Data shown -
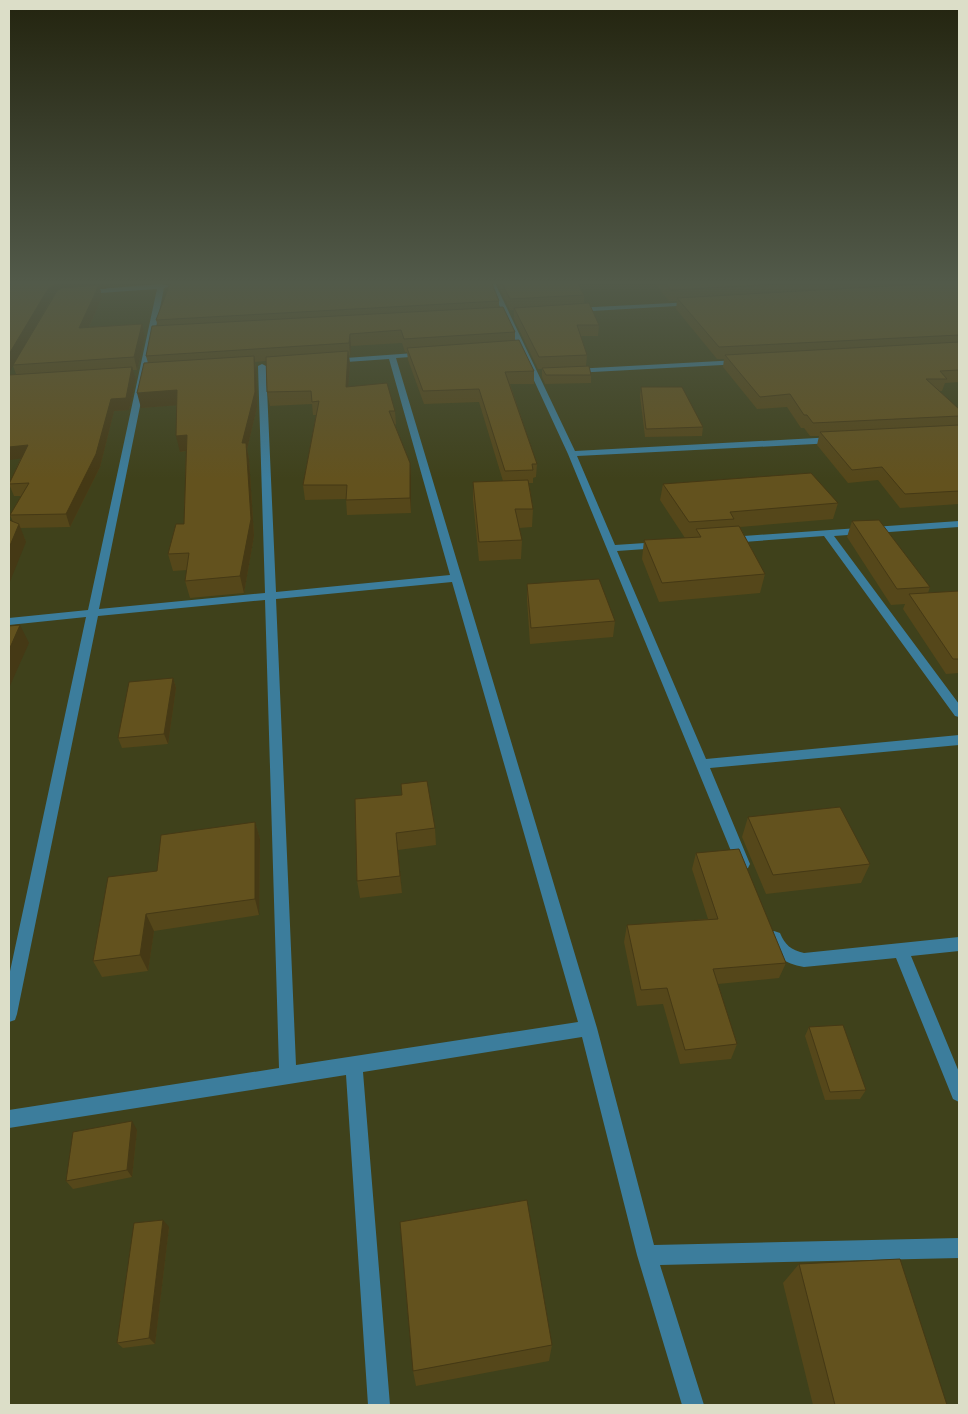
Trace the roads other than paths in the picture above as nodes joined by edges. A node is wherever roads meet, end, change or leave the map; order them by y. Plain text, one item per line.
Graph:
1 (151, 347) edge
2 (513, 348) edge
3 (522, 348) joint
4 (438, 354) edge
5 (392, 357) junction
6 (752, 361) edge
7 (322, 362) edge
8 (262, 366) dead end
9 (544, 372) edge
10 (564, 372) edge
11 (534, 373) junction
12 (840, 439) edge
13 (572, 454) junction
14 (959, 524) edge
15 (827, 533) junction
16 (720, 540) edge
17 (671, 544) edge
18 (612, 548) junction
19 (457, 578) junction
20 (271, 596) junction
21 (92, 613) junction
22 (9, 621) edge
23 (959, 713) edge
24 (959, 740) edge
25 (701, 764) junction
26 (749, 879) edge
27 (768, 924) edge
28 (959, 944) edge
29 (901, 951) junction
30 (9, 1014) edge
31 (588, 1028) junction
32 (354, 1065) junction
33 (288, 1075) junction
34 (959, 1093) edge
35 (9, 1119) edge
36 (959, 1248) edge
37 (647, 1255) junction
38 (379, 1405) edge
39 (693, 1405) edge

1 - 21 street
2 - 3 street
3 - 11 street
4 - 5 street
5 - 7 street
5 - 19 street
6 - 10 street
8 - 20 street
9 - 11 street
11 - 13 street
12 - 13 street
13 - 18 street
14 - 15 street
15 - 16 street
15 - 23 street
17 - 18 street
18 - 25 street
19 - 20 street
19 - 31 street
20 - 21 street
20 - 33 street
21 - 22 street
21 - 30 street
24 - 25 street
25 - 26 street
27 - 29 street
28 - 29 street
29 - 34 street
31 - 32 street
31 - 37 street
32 - 33 street
32 - 38 street
33 - 35 street
36 - 37 street
37 - 39 street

What is expected - Return the records above exactly, without the pictures.

Answer section -
Trace the roads other than paths in the picture above as nodes joined by edges. A node is wherever roads meet, end, change or leave the map; order them by y. Plain text, one item per line.
Graph:
1 (151, 347) edge
2 (513, 348) edge
3 (522, 348) joint
4 (438, 354) edge
5 (392, 357) junction
6 (752, 361) edge
7 (322, 362) edge
8 (262, 366) dead end
9 (544, 372) edge
10 (564, 372) edge
11 (534, 373) junction
12 (840, 439) edge
13 (572, 454) junction
14 (959, 524) edge
15 (827, 533) junction
16 (720, 540) edge
17 (671, 544) edge
18 (612, 548) junction
19 (457, 578) junction
20 (271, 596) junction
21 (92, 613) junction
22 (9, 621) edge
23 (959, 713) edge
24 (959, 740) edge
25 (701, 764) junction
26 (749, 879) edge
27 (768, 924) edge
28 (959, 944) edge
29 (901, 951) junction
30 (9, 1014) edge
31 (588, 1028) junction
32 (354, 1065) junction
33 (288, 1075) junction
34 (959, 1093) edge
35 (9, 1119) edge
36 (959, 1248) edge
37 (647, 1255) junction
38 (379, 1405) edge
39 (693, 1405) edge

1 - 21 street
2 - 3 street
3 - 11 street
4 - 5 street
5 - 7 street
5 - 19 street
6 - 10 street
8 - 20 street
9 - 11 street
11 - 13 street
12 - 13 street
13 - 18 street
14 - 15 street
15 - 16 street
15 - 23 street
17 - 18 street
18 - 25 street
19 - 20 street
19 - 31 street
20 - 21 street
20 - 33 street
21 - 22 street
21 - 30 street
24 - 25 street
25 - 26 street
27 - 29 street
28 - 29 street
29 - 34 street
31 - 32 street
31 - 37 street
32 - 33 street
32 - 38 street
33 - 35 street
36 - 37 street
37 - 39 street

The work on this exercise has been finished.